Amanda Vaughn agreed to plead guilty to Class A misdemeanor criminal trespass, and her plea gave Marion Superior Judge Kimberly Brown discretion as to fines and costs. The court found Vaughn to be indigent and ordered community service in lieu of fines and costs. She later sought the fine instead, which the judge imposed as $165 in costs and $10 in fines. But after Vaughn filed a motion to reconsider, the trial court vacated the order Vaughn pay and again ordered 40 hours of community service, but she would not be jailed for failing to perform the service.

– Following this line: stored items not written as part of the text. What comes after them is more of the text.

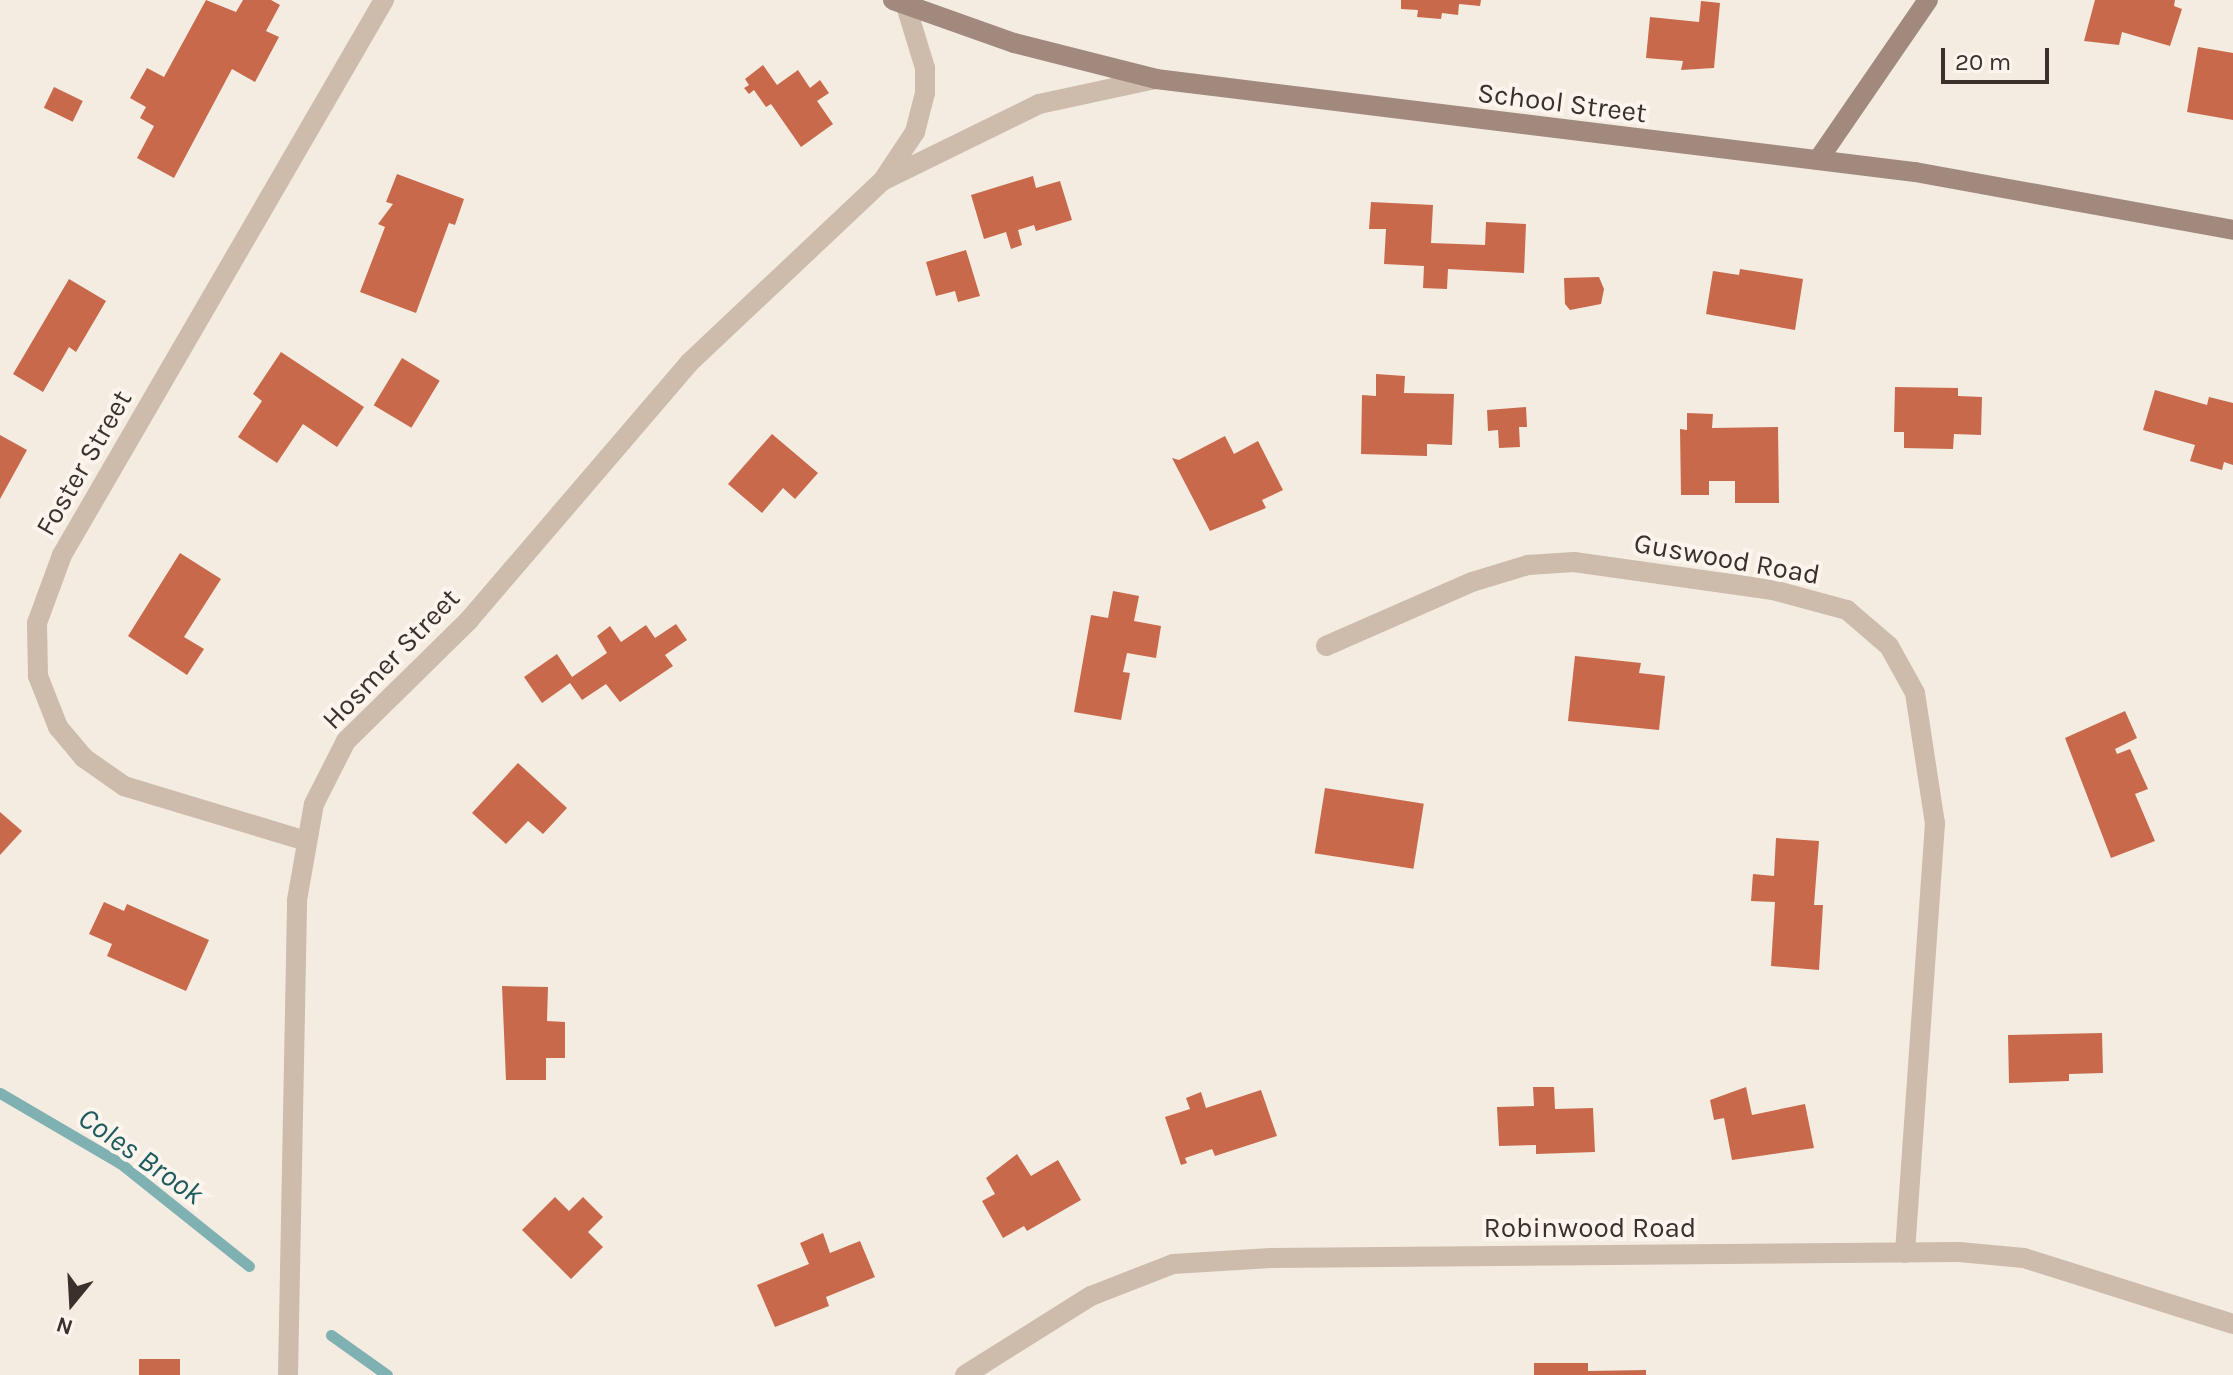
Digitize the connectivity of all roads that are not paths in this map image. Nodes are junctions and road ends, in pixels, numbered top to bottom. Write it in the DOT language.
graph roads {
  1 [pos="384,0"];
  2 [pos="1928,0"];
  3 [pos="899,3"];
  4 [pos="1156,79"];
  5 [pos="1818,160"];
  6 [pos="882,181"];
  7 [pos="2233,230"];
  8 [pos="1326,646"];
  9 [pos="306,841"];
  10 [pos="1905,1253"];
  11 [pos="2233,1324"];
  12 [pos="288,1375"];
  13 [pos="965,1375"];
  1 -- 9 [label="street, Foster Street"];
  2 -- 5 [label="street"];
  3 -- 4 [label="street, School Street"];
  3 -- 6 [label="street, Hosmer Street"];
  4 -- 5 [label="street, School Street"];
  4 -- 6 [label="street, Hosmer Street"];
  5 -- 7 [label="street, School Street"];
  6 -- 9 [label="street, Hosmer Street"];
  8 -- 10 [label="street, Guswood Road"];
  9 -- 12 [label="street, Hosmer Street"];
  10 -- 11 [label="street, Robinwood Road"];
  10 -- 13 [label="street, Robinwood Road"];
}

Vaughn argued that the trial court didn’t have the authority under the plea agreement to impose community service. The Court of Appeals decided it had to determine whether ordering community service in lieu of fines and costs is statutorily authorized.

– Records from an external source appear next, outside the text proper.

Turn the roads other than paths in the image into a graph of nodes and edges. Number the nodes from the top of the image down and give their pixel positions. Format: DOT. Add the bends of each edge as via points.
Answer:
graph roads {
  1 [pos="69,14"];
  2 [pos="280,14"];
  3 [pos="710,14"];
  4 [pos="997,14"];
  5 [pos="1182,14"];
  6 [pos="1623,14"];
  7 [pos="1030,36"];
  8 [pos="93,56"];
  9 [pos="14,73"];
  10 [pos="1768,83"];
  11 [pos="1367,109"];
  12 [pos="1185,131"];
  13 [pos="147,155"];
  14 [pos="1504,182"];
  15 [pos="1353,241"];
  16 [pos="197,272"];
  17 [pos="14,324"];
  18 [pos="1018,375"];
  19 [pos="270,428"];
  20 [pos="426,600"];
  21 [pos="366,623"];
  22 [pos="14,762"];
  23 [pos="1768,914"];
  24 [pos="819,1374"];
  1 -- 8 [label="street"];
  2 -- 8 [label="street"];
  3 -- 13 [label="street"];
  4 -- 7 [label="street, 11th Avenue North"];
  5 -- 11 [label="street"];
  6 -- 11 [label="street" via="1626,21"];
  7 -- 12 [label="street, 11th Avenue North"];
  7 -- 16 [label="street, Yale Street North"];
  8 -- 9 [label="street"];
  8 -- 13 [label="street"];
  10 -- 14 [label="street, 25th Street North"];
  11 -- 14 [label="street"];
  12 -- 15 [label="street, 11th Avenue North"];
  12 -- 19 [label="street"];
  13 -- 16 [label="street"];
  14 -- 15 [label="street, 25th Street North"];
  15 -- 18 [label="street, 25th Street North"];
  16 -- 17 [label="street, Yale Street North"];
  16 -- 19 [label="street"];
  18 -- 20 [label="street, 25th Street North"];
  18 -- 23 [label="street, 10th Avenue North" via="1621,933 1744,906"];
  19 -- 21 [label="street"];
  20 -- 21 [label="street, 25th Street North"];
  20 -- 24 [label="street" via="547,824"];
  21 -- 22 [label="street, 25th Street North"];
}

In Amanda Vaughn v. State of Indiana, 49A02-1207-CR-544, judges Michael Barnes and Patricia Riley found there to be a lack of statutory authority, finding the statutes the state cited in support of the judge to be irrelevant in this case. In remanding the case they reminded the trial court that the Indiana Supreme Court has held “when fines or costs are imposed upon an indigent defendant, such a person may not be imprisoned for failure to pay the fines or costs.”

Judge John Baker disagreed, believing the trial court may exercise its discretion by suspending fines and costs and that ordering Vaughn to perform community services instead was reasonable. He also disagreed with his colleagues that the statutes cited by the state don’t support the ability to impose community service instead of fines and costs.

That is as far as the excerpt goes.